Records from a collection:
####

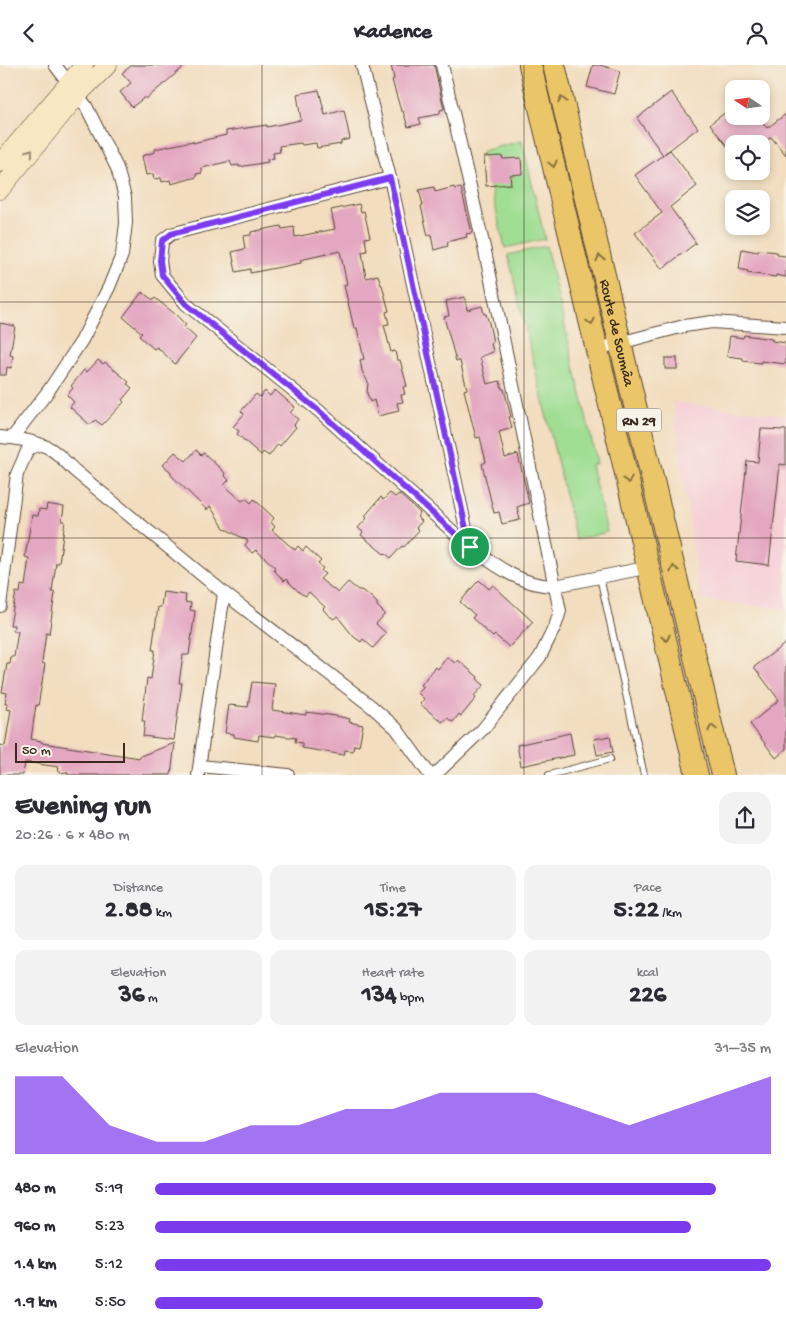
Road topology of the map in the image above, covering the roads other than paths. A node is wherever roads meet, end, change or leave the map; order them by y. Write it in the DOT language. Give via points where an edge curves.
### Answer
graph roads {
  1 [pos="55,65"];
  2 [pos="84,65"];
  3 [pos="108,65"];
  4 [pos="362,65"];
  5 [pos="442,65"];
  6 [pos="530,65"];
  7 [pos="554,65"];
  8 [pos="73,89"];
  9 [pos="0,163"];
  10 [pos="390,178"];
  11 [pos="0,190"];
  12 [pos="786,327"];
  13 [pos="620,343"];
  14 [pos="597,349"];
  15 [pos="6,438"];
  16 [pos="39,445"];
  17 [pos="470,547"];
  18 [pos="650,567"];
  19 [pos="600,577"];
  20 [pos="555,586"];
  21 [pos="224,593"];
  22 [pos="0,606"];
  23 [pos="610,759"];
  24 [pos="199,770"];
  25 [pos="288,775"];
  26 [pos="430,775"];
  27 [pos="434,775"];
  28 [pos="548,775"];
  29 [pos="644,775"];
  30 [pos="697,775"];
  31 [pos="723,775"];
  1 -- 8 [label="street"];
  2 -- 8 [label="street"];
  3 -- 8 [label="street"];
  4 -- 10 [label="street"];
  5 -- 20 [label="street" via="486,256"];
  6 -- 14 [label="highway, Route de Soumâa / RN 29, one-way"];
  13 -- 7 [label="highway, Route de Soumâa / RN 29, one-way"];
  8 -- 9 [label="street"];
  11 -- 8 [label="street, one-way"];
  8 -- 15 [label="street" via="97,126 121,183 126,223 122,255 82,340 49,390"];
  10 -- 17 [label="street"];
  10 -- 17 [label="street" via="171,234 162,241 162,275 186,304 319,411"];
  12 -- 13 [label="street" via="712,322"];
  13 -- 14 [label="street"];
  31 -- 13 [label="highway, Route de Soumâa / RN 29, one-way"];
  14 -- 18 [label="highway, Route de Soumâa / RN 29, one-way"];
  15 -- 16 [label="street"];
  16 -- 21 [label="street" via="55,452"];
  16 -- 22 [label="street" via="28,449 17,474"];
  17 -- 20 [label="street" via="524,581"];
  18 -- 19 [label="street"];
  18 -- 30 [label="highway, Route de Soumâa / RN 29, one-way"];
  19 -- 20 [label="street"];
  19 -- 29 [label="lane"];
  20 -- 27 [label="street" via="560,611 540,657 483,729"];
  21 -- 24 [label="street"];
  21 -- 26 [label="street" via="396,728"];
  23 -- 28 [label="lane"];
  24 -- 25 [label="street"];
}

####

Exercise brief — Keep only those lines of the records that hold "highway", and return them.

Answer box —
  6 -- 14 [label="highway, Route de Soumâa / RN 29, one-way"];
  13 -- 7 [label="highway, Route de Soumâa / RN 29, one-way"];
  31 -- 13 [label="highway, Route de Soumâa / RN 29, one-way"];
  14 -- 18 [label="highway, Route de Soumâa / RN 29, one-way"];
  18 -- 30 [label="highway, Route de Soumâa / RN 29, one-way"];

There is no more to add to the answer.